Daniel Borkmann <daniel@xxxxxxxxxxxxx> · Tue, 17 Mar 2020 20:30:31 +0100

On 3/16/20 9:33 PM, Song Liu wrote:
Currently, sysctl kernel.bpf_stats_enabled controls BPF runtime stats.
Typical userspace tools use kernel.bpf_stats_enabled as follows:

   1. Enable kernel.bpf_stats_enabled;
   2. Check program run_time_ns;
   3. Sleep for the monitoring period;
   4. Check program run_time_ns again, calculate the difference;
   5. Disable kernel.bpf_stats_enabled.

The problem with this approach is that only one userspace tool can toggle
this sysctl. If multiple tools toggle the sysctl at the same time, the
measurement may be inaccurate.

To fix this problem while keep backward compatibility, introduce a new
bpf command BPF_ENABLE_RUNTIME_STATS. On success, this command enables
run_time_ns stats and returns a valid fd.

With BPF_ENABLE_RUNTIME_STATS, user space tool would have the following
flow:

   1. Get a fd with BPF_ENABLE_RUNTIME_STATS, and make sure it is valid;
   2. Check program run_time_ns;
   3. Sleep for the monitoring period;
   4. Check program run_time_ns again, calculate the difference;
   5. Close the fd.

Signed-off-by: Song Liu <songliubraving@xxxxxx>

Hmm, I see no relation to /dev/bpf_stats anymore, yet the subject still talks
about it?

Also, should this have bpftool integration now that we have `bpftool prog profile`
support? Would be nice to then fetch the related stats via bpf_prog_info, so users
can consume this in an easy way.

Changes RFC => v2:
1. Add a new bpf command instead of /dev/bpf_stats;
2. Remove the jump_label patch, which is no longer needed;
3. Add a static variable to save previous value of the sysctl.
---
  include/linux/bpf.h            |  1 +
  include/uapi/linux/bpf.h       |  1 +
  kernel/bpf/syscall.c           | 43 ++++++++++++++++++++++++++++++++++
  kernel/sysctl.c                | 36 +++++++++++++++++++++++++++-
  tools/include/uapi/linux/bpf.h |  1 +
  5 files changed, 81 insertions(+), 1 deletion(-)
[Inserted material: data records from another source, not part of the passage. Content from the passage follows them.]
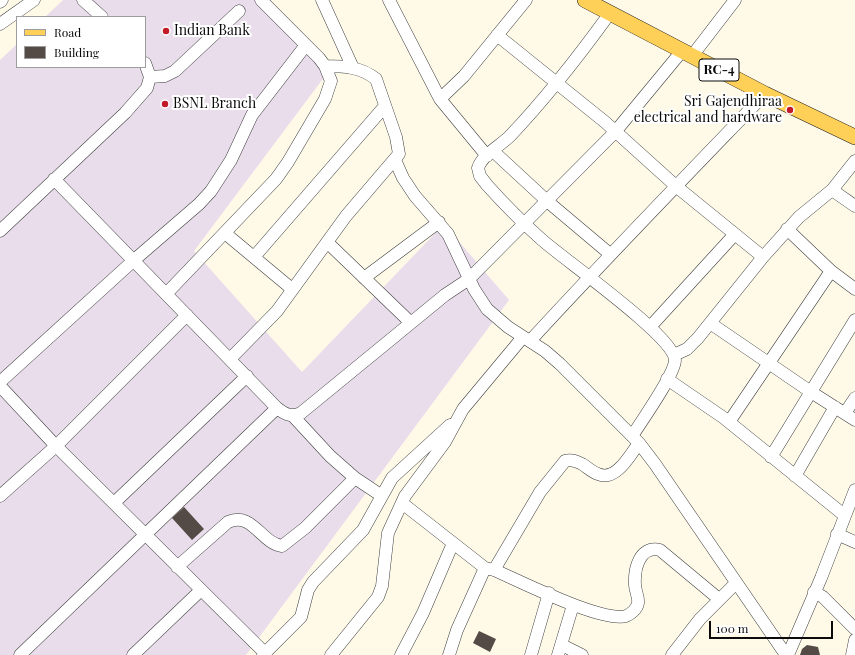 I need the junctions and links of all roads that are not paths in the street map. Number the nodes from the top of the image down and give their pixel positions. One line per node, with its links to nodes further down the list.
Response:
1 (34, 0): 12 (street)
2 (83, 0): 11 (street)
3 (261, 0): 14 (street)
4 (322, 0): 18 (street)
5 (389, 0): 22 (street)
6 (526, 0): 13 (street)
7 (585, 0): 10 (main road, RC-4)
8 (735, 0): 15 (street)
9 (239, 11): 19 (street)
10 (610, 13): 15 (main road, RC-4); 20 (street)
11 (101, 16)
12 (0, 24)
13 (497, 35): 20 (street); 22 (street)
14 (306, 45): 17 (street); 44 (street)
15 (687, 54): 21 (main road, RC-4); 24 (street)
16 (146, 66): 19 (street)
17 (325, 66): 18 (street); 38 (street)
18 (353, 68): 23 (street)
19 (150, 77): 29 (street)
20 (557, 83): 24 (street); 26 (street)
21 (765, 94): 25 (main road, RC-4); 30 (street)
22 (440, 99): 26 (street)
23 (385, 106): 27 (street); 43 (street)
24 (615, 132): 30 (street); 32 (street)
25 (855, 137)
26 (490, 154): 32 (street); 35 (street)
27 (395, 160): 34 (street); 40 (street)
28 (855, 161): 31 (street)
29 (54, 179): 37 (street); 44 (street)
30 (678, 187): 39 (street); 41 (street)
31 (832, 190): 33 (street); 36 (street)
32 (547, 201): 35 (street); 41 (street)
33 (855, 206)
34 (439, 222): 47 (street); 48 (street)
35 (525, 223): 46 (street); 48 (street)
36 (787, 229): 42 (street); 45 (street)
37 (0, 231)
38 (226, 234): 43 (street); 51 (street)
39 (735, 234): 42 (street); 56 (street)
40 (327, 242): 47 (street); 49 (street)
41 (610, 254): 46 (street)
42 (763, 256): 55 (street)
43 (254, 257): 49 (street)
44 (133, 260): 51 (street); 63 (street)
45 (830, 271): 50 (street); 60 (street)
46 (589, 277): 56 (street); 57 (street)
47 (364, 278): 54 (street)
48 (469, 279): 54 (street); 57 (street)
49 (292, 289): 59 (street)
50 (855, 289)
51 (166, 294): 52 (street)
52 (187, 315): 59 (street); 73 (street)
53 (855, 320): 65 (street)
54 (411, 323): 69 (street)
55 (710, 323): 58 (street); 60 (street)
56 (650, 327): 58 (street)
57 (526, 339): 70 (street); 72 (street)
58 (674, 355): 62 (street)
59 (230, 359): 61 (street)
60 (768, 363): 65 (street); 71 (street)
61 (247, 376): 67 (street); 80 (street)
62 (667, 379): 71 (street); 72 (street)
63 (0, 382)
64 (0, 386): 73 (street)
65 (811, 392): 68 (street); 74 (street)
66 (855, 398): 68 (street)
67 (277, 408): 69 (street); 83 (street)
68 (845, 413): 75 (street)
69 (294, 416): 76 (street)
70 (456, 420): 79 (street); 81 (street)
71 (729, 422): 74 (street)
72 (635, 440): 88 (street); 89 (street)
73 (56, 446): 78 (street); 80 (street)
74 (771, 457): 75 (street)
75 (795, 476): 82 (street)
76 (355, 478): 79 (street); 87 (street)
77 (855, 490): 82 (street)
78 (0, 496)
79 (382, 496): 98 (street)
80 (115, 502): 83 (street)
81 (402, 503): 86 (street); 101 (street)
82 (844, 515): 84 (street)
83 (145, 534): 87 (street); 99 (street)
84 (837, 534): 85 (street); 91 (street)
85 (855, 542)
86 (453, 544): 88 (street); 102 (street)
87 (177, 567): 90 (street)
88 (490, 569): 92 (street); 103 (street)
89 (736, 583): 93 (street); 107 (street)
90 (201, 590): 98 (street); 100 (street)
91 (814, 592): 95 (street); 107 (street)
92 (549, 593): 94 (street); 104 (street)
93 (719, 599): 94 (street); 106 (street)
94 (573, 604): 97 (street)
95 (855, 629)
96 (855, 640): 108 (street)
97 (560, 650): 105 (street)
98 (264, 654)
99 (20, 655)
100 (132, 655)
101 (331, 655)
102 (401, 655)
103 (449, 655)
104 (531, 655)
105 (582, 655)
106 (672, 655)
107 (787, 655)
108 (852, 655)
diff --git a/include/linux/bpf.h b/include/linux/bpf.h
index 4fd91b7c95ea..d542349771df 100644
--- a/include/linux/bpf.h
+++ b/include/linux/bpf.h
@@ -970,6 +970,7 @@ _out:							\
  
  #ifdef CONFIG_BPF_SYSCALL
  DECLARE_PER_CPU(int, bpf_prog_active);
+extern struct mutex bpf_stats_enabled_mutex;
  
  /*
   * Block execution of BPF programs attached to instrumentation (perf,
diff --git a/include/uapi/linux/bpf.h b/include/uapi/linux/bpf.h
index 40b2d9476268..8285ff37210c 100644
--- a/include/uapi/linux/bpf.h
+++ b/include/uapi/linux/bpf.h
@@ -111,6 +111,7 @@ enum bpf_cmd {
  	BPF_MAP_LOOKUP_AND_DELETE_BATCH,
  	BPF_MAP_UPDATE_BATCH,
  	BPF_MAP_DELETE_BATCH,
+	BPF_ENABLE_RUNTIME_STATS,
  };
  
  enum bpf_map_type {
diff --git a/kernel/bpf/syscall.c b/kernel/bpf/syscall.c
index b2f73ecacced..823dc9de7953 100644
--- a/kernel/bpf/syscall.c
+++ b/kernel/bpf/syscall.c
@@ -24,6 +24,9 @@
  #include <linux/ctype.h>
  #include <linux/nospec.h>
  #include <linux/audit.h>
+#include <linux/miscdevice.h>

Is this still needed?

+#include <linux/fs.h>
+#include <linux/jump_label.h>
  #include <uapi/linux/btf.h>
  
  #define IS_FD_ARRAY(map) ((map)->map_type == BPF_MAP_TYPE_PERF_EVENT_ARRAY || \
@@ -3550,6 +3553,43 @@ static int bpf_map_do_batch(const union bpf_attr *attr,
  	return err;
  }
  

Thanks,
Daniel